Ever since Zappa began shooting Regular-8 in 1958, he has been actively exploring visual media. Using his father's movie camera, young Zappa would run around the backyard like a maniac, spinning in circles. The colorful swirling image that resulted on film was further altered with ink, nail polish and air brushing.
Unknown place and date
On this footage we can see James 'Motorhead' Sherwood dancing The Bug. The group has matching suits, and is formed at least by a singer, a pianist (probably Terry Wimberly), a guitarist, a tenor sax, and a baritone sax (Motorhead). The band is probably The Omens.
c. May, 1962
I was having these open free sessions with Bunk Gardner, where we would improvise to films that I would get out of the library. I invited Zappa to come and play, so we jammed for a while. Zappa liked a lot of it and was actually in the process of starting to make films himself, so we would use some of his films to improvise on.

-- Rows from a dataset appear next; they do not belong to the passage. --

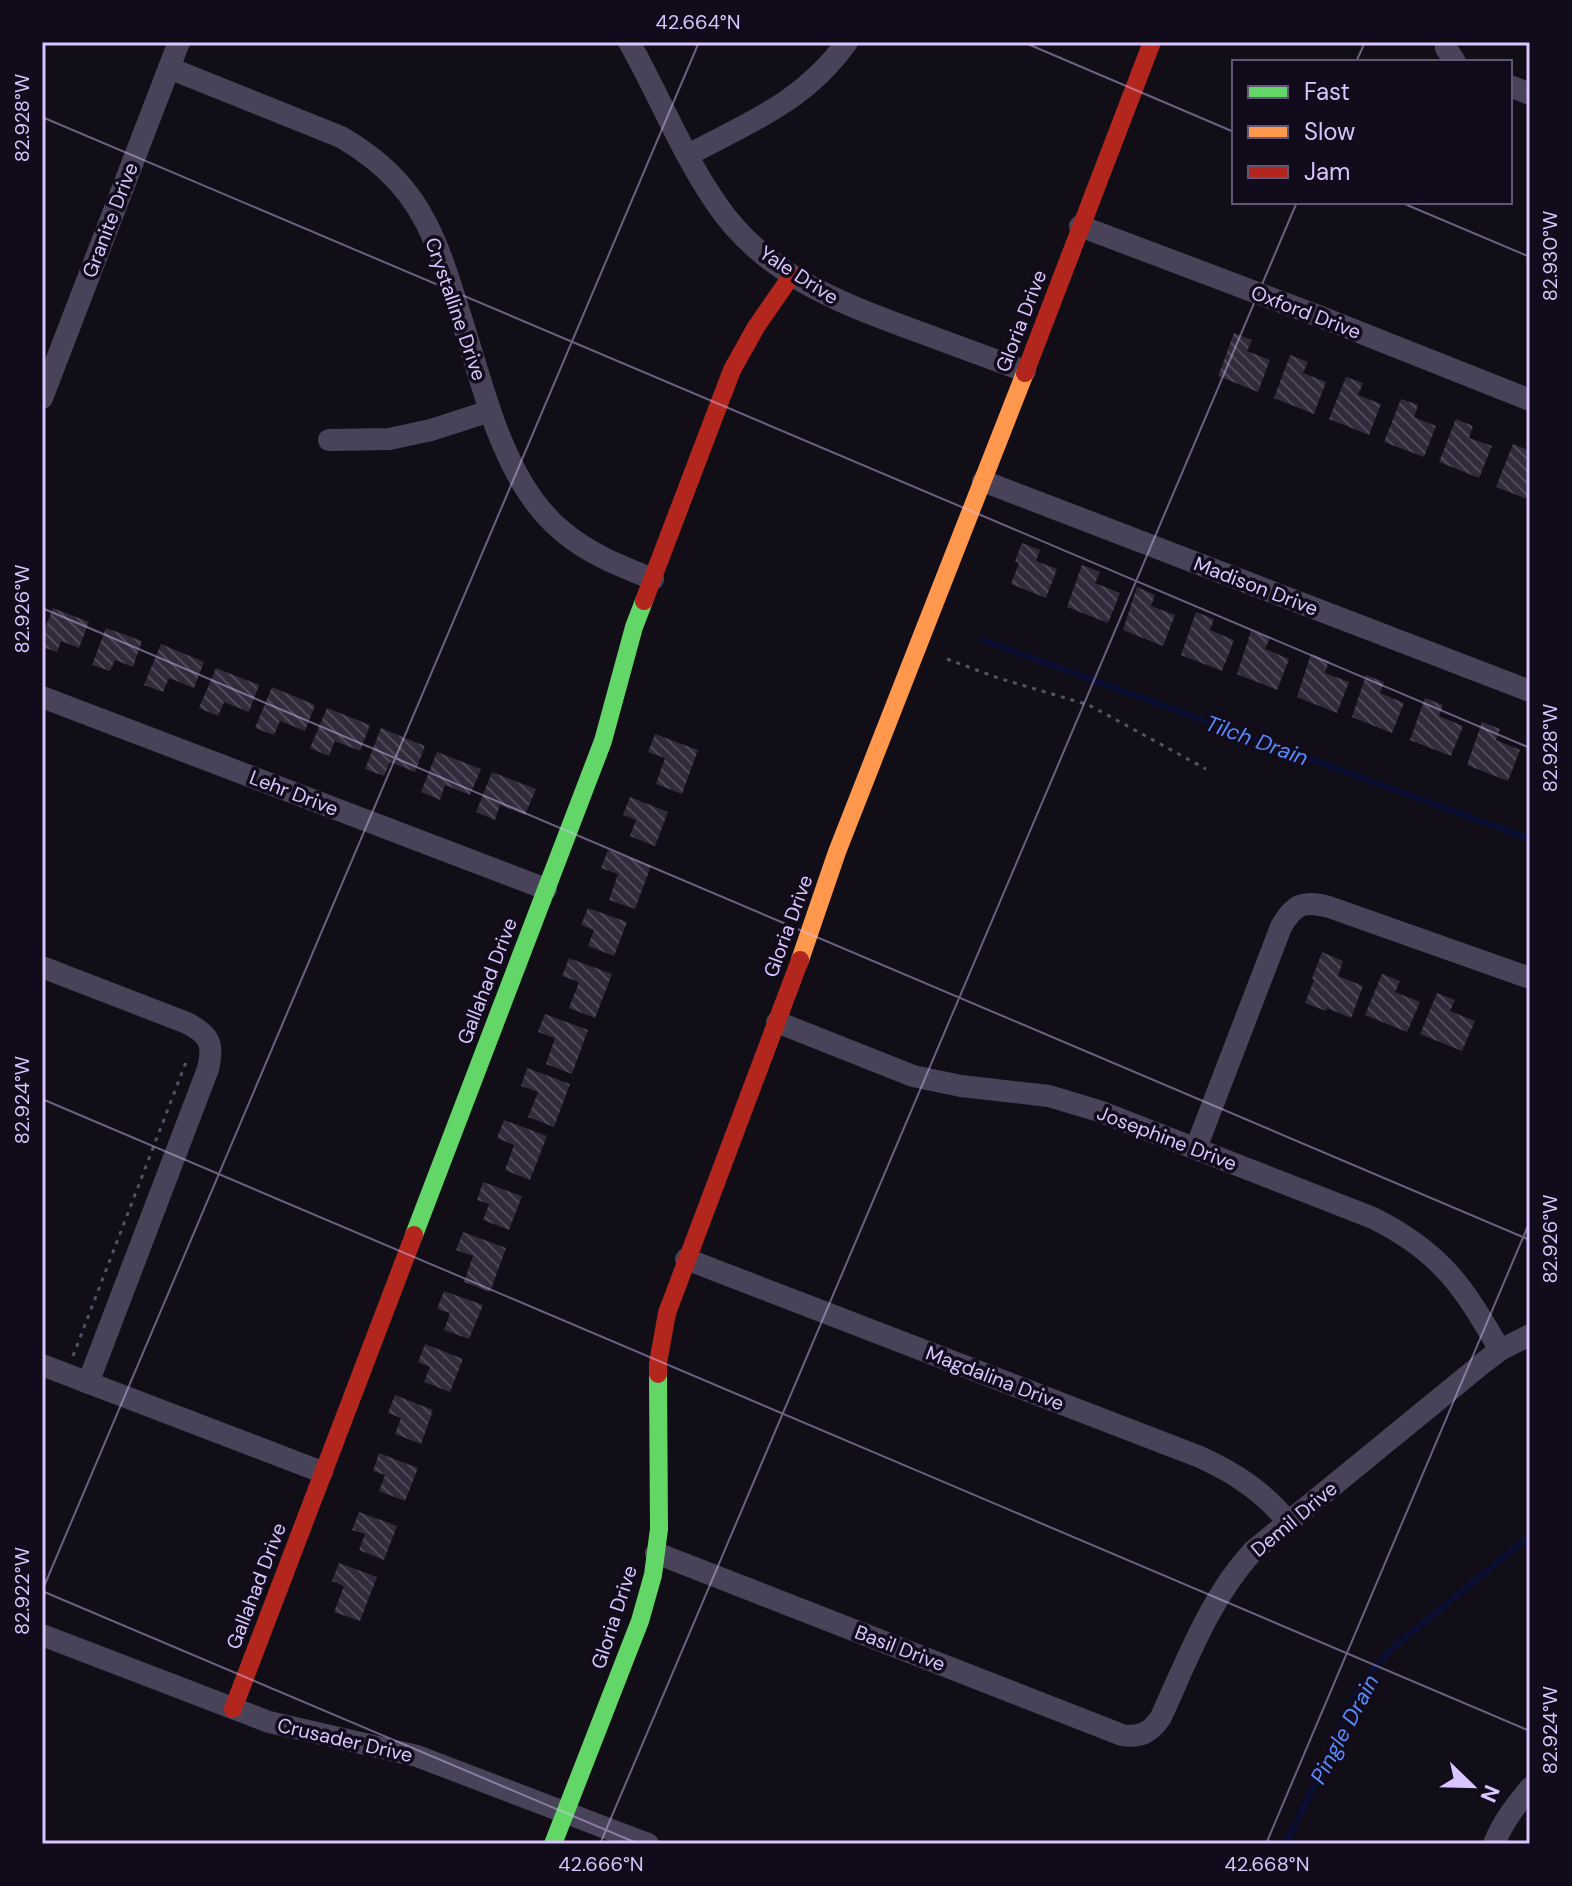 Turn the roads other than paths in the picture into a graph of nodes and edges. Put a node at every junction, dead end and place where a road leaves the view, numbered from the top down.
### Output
1 (179, 42) edge
2 (629, 42) edge
3 (847, 42) edge
4 (1152, 42) edge
5 (1446, 42) edge
6 (1454, 60) edge
7 (169, 68) junction
8 (688, 155) junction
9 (1080, 226) junction
10 (792, 275) junction
11 (1025, 371) junction
12 (42, 398) edge
13 (1530, 400) edge
14 (490, 411) junction
15 (329, 440) dead end
16 (983, 481) junction
17 (653, 579) junction
18 (1530, 691) edge
19 (42, 697) edge
20 (546, 889) junction
21 (42, 967) edge
22 (1530, 978) edge
23 (777, 1022) junction
24 (1196, 1148) junction
25 (686, 1259) junction
26 (1530, 1335) edge
27 (1500, 1350) junction
28 (42, 1365) edge
29 (88, 1383) junction
30 (322, 1472) junction
31 (1288, 1522) junction
32 (656, 1553) junction
33 (42, 1635) edge
34 (233, 1709) junction
35 (1145, 1734) joint
36 (1530, 1788) edge
37 (566, 1812) junction
38 (553, 1844) edge
39 (648, 1844) edge
40 (1494, 1844) edge

1 - 7 street, Granite Drive
2 - 8 street, Yale Drive
3 - 8 street
4 - 9 street, Gloria Drive
5 - 6 street
7 - 12 street, Granite Drive
7 - 14 street, Crystalline Drive
8 - 10 street, Yale Drive
9 - 11 street, Gloria Drive
9 - 13 street, Oxford Drive
10 - 11 street, Yale Drive
10 - 17 street, Gallahad Drive
11 - 16 street, Gloria Drive
14 - 15 street
14 - 17 street, Crystalline Drive
16 - 18 street, Madison Drive
16 - 23 street, Gloria Drive
17 - 20 street, Gallahad Drive
19 - 20 street, Lehr Drive
20 - 30 street, Gallahad Drive
21 - 29 street
22 - 24 street
23 - 24 street, Josephine Drive
23 - 25 street, Gloria Drive
24 - 27 street, Josephine Drive
25 - 31 street, Magdalina Drive
25 - 32 street, Gloria Drive
26 - 27 street, Demil Drive
27 - 31 street, Demil Drive
28 - 29 street
29 - 30 street
30 - 34 street, Gallahad Drive
31 - 35 street, Demil Drive
32 - 35 street, Basil Drive
32 - 37 street, Gloria Drive
33 - 34 street, Crusader Drive
34 - 37 street, Crusader Drive
36 - 40 street
37 - 38 street, Gloria Drive
37 - 39 street, Crusader Drive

Dwight [Bement] & I visited FZ's house in Cucamonga a couple of times that I remember. That was before God was born. He (FZ) had shot up some film of flashing neon signs totally out of focus. He showed the film coordinated with music. Fascinating to say the least.
Filmed c. 1959-1963
One of the first things you see in this film [Video From Hell] is the music video for "G-Spot Tornado." I am personally convinced that the accompanying visuals to this piece are the 8mm films that Frank showed during his Mount St. Mary's College concert in 1963. Check this from the liner notes to the Lost Episodes:
"The program included a piece called "Opus 5," aleatoric works that required some improvisation, a piece for orchestra and taped electronic music, with accompanying visuals in the form of FZ's own experimental 8mm films (Motorhead Sherwood described one such film depicting the Los Angeles County Fair carnival, double exposed with passing telephone poles)."
Filmed c. 1959-1963
Unknown place and date (probably Pal Recording Studio, c. 1962-63)
Unnamed saxophone player next to trombonist [is] my cousin, Tony Rodriquenz.
This seems to be filmed at Pal Recording Studio, c. 1963. Here we can see FZ with a hat and his Fender Jazzmaster, Ronnie Williams also playing guitar, a singer which resembles a short-haired Ray Collins, another singer, another guitarist (maybe Rex Jakabosky?), sax player Tony Rodriquenz, and an unidentified trombone player.